Zum Inhalt springen

Komplikationen nach Impfung Sollten Allergiker auf eine Corona-Impfung verzichten?

Was ist passiert? Seit Dienstag wird die britische Bevölkerung gegen das Coronavirus geimpft. Das Mittel von Biontech und Pfizer hat bei zwei Mitarbeitern des nationalen Gesundheitsdiensts (NHS) eine allergische Reaktion ausgelöst. Die britische Arzneimittelaufsicht empfiehlt nun, «niemanden zu impfen, der in der Vergangenheit eine anaphylaktische Reaktion auf Impfstoffe, Arzneimittel oder Lebensmittel hatte». Das sind plötzliche und heftige Reaktionen wie Hautausschlag, Atemnot und Übelkeit.

Wie wurden die Komplikationen publik? «Dass der Vorfall so schnell bekannt wurde und Untersuchungen ausgelöst hat, zeigt, dass die Behörden bei dieser Massenimpfung genau hinschauen», sagt SRF-Wissenschaftsredaktor Thomas Häusler. Allergische Reaktionen nach Impfungen sind indes nichts Ungewöhnliches. Diese enthalten neben dem eigentlichen Wirkstoff einige andere Stoffe, etwa solche, die diesen stabilisieren. «Es kann immer sein, dass manche Menschen auf einen dieser Stoffe allergisch reagieren.»

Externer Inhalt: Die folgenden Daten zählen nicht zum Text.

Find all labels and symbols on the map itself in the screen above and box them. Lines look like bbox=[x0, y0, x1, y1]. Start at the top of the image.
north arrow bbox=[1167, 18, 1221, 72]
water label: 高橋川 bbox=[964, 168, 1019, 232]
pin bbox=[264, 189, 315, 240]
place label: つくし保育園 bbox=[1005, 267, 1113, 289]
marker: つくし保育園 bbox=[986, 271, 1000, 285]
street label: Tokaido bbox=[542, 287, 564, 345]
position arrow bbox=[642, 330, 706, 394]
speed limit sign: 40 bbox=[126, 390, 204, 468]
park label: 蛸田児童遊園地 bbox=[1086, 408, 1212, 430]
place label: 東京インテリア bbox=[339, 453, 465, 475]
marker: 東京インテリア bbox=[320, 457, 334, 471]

Treten allergische Reaktionen oft auf? Bei häufigen Inhaltsstoffen von Impfungen sind mögliche Komplikationen bekannt. Bei Menschen, die zu schweren allergischen Reaktionen neigen, ist Vorsicht angezeigt. Aus grossen Studien mit Millionen von Geimpften weiss man, dass unerwartete schwere allergische Reaktionen auftreten können. «Das ist aber sehr selten und geschieht etwa in einem von 100'000 oder eher einem von einer Million Fällen», erklärt Häusler.

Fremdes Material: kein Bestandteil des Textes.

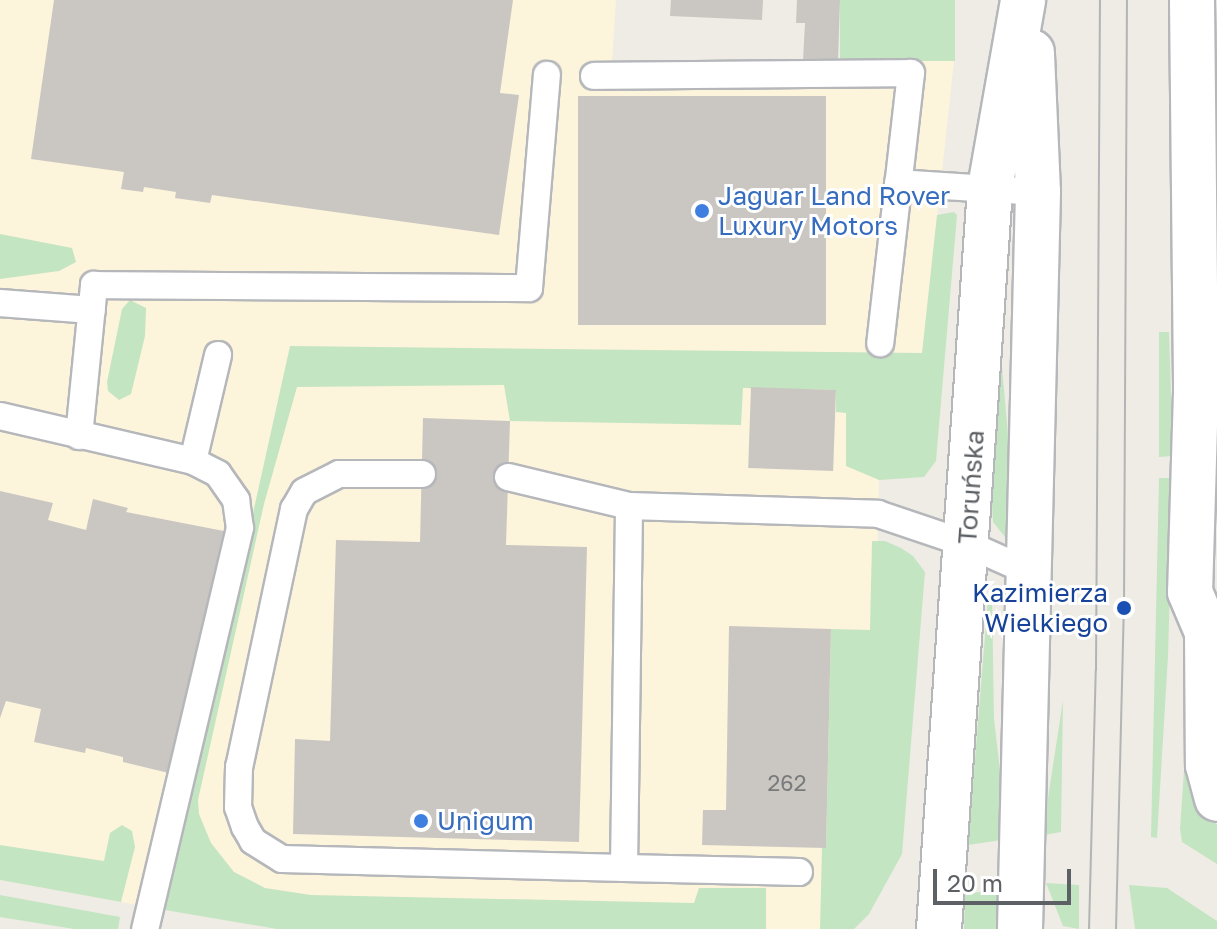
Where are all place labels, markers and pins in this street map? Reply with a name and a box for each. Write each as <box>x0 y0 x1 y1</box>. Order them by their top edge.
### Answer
place label: Jaguar Land Rover Luxury Motors <box>718 180 950 242</box>
marker: Jaguar Land Rover Luxury Motors <box>693 202 711 220</box>
place label: Kazimierza Wielkiego <box>972 577 1108 638</box>
marker: Kazimierza Wielkiego <box>1115 599 1133 617</box>
place label: Unigum <box>437 805 534 837</box>
marker: Unigum <box>412 812 430 830</box>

Wie geht es den Betroffenen? Genauere Informationen, wie die beiden Betroffenen konkret auf den Impfstoff reagiert haben, wurden nicht veröffentlicht. NHS-Chef Stephen Powis erklärte vor dem Parlamentsausschuss in London, beide Personen würden sich gut erholen. Sie hatten offenbar eine Veranlagung für schwere allergische Reaktionen und ein Notfallset dabei. Was zu den Komplikationen geführt hat, wird untersucht.

Sollten schwere Allergiker auf die Impfung verzichten? Diesen Schluss kann man nicht generell ziehen. Die Empfehlung der britischen Aufsichtsbehörde, sich vorderhand nicht mit dem Mittel von Pfizer/Biontech impfen zu lassen, gilt nur für Menschen mit bekannten anaphylaktischen Reaktionen. «Ob es später Entwarnung gibt, weiss man noch nicht», so Häusler. Der Vorteil sei, dass sehr verschiedene Corona-Impfstoffe entwickelt wurden. Wer also den Impfstoff von Pfizer/Biontech womöglich nicht gut verträgt, kann auf andere Impfstoffe ausweichen.

Waren die klinischen Studien mangelhaft? Pfizer/Biontech haben den Impfstoff an 44'000 Personen getestet. Unter ihnen war kein Studienteilnehmer, der Impfstoffe nicht gut verträgt. Das sei keineswegs fahrlässig, sagt Häusler. «Es ist üblich, dass Personen mit einer schweren Allergie gegen die Stoffe ausgeschlossen werden, die man testet – etwa die Zusatzstoffe in einem Medikament.» Menschen, die gewisse Stoffe nicht vertragen, wird ein Impfstoff auch nach der Zulassung nicht verabreicht. Oder erst nach sorgfältiger Abklärung der Risiken.

Warum wurde der Impfstoff nicht breiter getestet? Grundsätzlich sei Vorsicht bei klinischen Studien wichtig, sagt Häusler. «Man testet am Anfang zum Beispiel auch nicht bei Schwangeren oder Kindern, je nachdem werden auch weitere Risikogruppen ausgeschlossen.» Insgesamt seien damit die Teilnehmer einer klinischen Studie etwas gesünder als die Gesamtbevölkerung. Dies sei den Behörden aber bekannt und deswegen werde nach der Einführung auch sehr genau hingeschaut – wie nun eben in Grossbritannien.